SKR4 recombinant protein is a engineered therapeutic molecule designed to target specific cellular pathways involved in immune regulation and disease progression. Developed through advanced protein engineering techniques, SKR4 combines functional domains from naturally occurring proteins to enhance stability, binding affinity, and therapeutic efficacy. Its structure typically includes a fusion of a receptor-binding domain and a signaling effector domain, optimized for precise interaction with cell surface markers such as tumor-associated antigens or immune checkpoint molecules.

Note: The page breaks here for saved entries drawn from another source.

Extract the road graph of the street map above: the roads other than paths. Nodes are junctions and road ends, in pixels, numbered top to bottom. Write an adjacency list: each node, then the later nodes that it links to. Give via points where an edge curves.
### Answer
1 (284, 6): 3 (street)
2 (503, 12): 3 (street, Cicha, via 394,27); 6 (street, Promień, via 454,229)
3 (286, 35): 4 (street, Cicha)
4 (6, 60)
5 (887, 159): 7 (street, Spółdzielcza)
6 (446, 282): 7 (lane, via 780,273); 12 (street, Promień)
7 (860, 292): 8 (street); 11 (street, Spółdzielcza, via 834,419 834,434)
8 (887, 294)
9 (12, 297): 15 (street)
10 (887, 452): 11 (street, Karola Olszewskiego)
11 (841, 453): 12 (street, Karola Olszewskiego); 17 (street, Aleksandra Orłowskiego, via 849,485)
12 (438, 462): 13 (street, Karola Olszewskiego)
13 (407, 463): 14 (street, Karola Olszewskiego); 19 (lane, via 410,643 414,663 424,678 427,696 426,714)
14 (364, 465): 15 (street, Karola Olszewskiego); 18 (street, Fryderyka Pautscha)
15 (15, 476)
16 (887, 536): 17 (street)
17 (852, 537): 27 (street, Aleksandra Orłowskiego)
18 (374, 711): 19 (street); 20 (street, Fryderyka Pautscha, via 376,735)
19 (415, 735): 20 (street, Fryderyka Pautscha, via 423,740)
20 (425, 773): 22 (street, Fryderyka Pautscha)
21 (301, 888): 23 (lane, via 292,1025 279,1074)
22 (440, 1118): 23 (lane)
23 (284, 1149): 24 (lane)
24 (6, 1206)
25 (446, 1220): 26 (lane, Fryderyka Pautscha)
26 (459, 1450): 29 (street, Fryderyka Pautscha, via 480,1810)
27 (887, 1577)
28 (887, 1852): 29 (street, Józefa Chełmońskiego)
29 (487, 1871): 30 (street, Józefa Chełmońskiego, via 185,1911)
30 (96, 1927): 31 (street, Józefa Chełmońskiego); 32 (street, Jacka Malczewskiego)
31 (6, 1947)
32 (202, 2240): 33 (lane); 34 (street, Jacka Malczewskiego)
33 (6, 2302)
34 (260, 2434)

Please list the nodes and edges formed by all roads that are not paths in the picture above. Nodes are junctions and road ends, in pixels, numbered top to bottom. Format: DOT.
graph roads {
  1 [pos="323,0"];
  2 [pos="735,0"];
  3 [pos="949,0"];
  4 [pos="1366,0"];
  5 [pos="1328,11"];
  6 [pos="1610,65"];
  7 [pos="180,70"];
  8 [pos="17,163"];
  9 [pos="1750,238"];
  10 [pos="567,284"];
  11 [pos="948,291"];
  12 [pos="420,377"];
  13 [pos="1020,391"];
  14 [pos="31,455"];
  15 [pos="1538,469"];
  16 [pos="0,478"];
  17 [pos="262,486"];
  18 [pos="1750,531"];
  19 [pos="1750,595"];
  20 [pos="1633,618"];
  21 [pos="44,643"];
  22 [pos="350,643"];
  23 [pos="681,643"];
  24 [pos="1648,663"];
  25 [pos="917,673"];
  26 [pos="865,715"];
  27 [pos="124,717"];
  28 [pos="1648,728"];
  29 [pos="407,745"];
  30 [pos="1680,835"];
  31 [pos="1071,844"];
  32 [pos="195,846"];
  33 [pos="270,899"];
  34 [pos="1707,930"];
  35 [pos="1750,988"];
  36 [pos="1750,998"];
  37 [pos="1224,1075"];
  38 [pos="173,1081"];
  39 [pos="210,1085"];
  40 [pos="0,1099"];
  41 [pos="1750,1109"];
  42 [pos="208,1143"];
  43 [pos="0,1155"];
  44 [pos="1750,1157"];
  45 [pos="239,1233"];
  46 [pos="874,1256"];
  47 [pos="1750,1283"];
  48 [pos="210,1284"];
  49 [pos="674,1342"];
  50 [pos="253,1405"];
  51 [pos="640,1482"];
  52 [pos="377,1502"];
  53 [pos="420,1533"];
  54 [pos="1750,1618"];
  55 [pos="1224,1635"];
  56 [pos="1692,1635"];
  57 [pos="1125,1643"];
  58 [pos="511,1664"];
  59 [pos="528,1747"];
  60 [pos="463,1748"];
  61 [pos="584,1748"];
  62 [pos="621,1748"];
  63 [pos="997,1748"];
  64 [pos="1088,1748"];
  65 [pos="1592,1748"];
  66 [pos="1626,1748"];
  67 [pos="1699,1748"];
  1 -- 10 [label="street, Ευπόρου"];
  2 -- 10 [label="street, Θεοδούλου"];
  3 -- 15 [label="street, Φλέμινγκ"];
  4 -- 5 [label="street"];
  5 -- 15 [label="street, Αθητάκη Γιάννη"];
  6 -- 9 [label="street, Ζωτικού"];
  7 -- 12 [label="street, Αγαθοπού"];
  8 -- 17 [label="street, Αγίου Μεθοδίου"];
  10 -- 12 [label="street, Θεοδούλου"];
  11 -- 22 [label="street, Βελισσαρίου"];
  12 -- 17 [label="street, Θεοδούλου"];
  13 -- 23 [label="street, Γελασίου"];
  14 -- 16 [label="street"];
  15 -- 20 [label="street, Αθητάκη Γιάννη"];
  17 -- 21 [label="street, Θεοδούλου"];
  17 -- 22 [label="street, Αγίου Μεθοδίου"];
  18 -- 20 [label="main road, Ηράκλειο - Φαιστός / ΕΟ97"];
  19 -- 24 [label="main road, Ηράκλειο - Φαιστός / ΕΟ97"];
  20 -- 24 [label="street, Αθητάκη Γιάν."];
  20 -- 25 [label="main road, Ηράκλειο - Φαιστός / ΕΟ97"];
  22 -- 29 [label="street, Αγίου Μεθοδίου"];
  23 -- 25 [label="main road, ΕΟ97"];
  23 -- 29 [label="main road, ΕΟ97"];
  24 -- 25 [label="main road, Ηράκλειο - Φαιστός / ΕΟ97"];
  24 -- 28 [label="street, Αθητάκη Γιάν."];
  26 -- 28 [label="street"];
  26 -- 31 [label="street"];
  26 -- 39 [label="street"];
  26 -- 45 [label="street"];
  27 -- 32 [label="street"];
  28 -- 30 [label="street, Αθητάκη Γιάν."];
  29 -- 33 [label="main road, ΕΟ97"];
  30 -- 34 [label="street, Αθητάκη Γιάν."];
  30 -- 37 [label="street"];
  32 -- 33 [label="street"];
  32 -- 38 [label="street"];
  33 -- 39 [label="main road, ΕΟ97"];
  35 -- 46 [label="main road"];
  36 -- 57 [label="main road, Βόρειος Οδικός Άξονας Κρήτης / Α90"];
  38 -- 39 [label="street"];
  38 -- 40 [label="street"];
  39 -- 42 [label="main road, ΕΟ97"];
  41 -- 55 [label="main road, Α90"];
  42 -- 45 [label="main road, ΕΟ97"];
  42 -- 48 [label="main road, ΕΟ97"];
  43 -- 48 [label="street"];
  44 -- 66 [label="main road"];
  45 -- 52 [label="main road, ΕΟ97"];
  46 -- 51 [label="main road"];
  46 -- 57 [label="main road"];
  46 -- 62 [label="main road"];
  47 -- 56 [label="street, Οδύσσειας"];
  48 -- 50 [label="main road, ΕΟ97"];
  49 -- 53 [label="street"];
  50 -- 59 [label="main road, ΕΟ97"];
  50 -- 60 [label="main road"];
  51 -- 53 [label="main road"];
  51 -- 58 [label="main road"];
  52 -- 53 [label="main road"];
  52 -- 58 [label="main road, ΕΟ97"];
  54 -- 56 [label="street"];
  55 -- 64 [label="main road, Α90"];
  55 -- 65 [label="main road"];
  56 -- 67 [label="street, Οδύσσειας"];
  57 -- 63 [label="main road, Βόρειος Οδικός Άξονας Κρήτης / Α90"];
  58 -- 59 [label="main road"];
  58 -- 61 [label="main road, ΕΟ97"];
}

The development of SKR4 stems from growing interest in biologics for treating cancers, autoimmune disorders, and inflammatory diseases. Unlike traditional small-molecule drugs, recombinant proteins like SKR4 offer higher specificity for pathological targets while minimizing off-target effects. SKR4’s design often incorporates humanized antibody fragments or cytokine motifs to improve compatibility with the human immune system, reducing immunogenicity risks. Preclinical studies highlight its dual functionality: blocking inhibitory signals (e.g., PD-1/PD-L1 axis) while activating pro-inflammatory pathways (e.g., IL-2 receptor signaling), creating a synergistic antitumor or immunomodulatory response.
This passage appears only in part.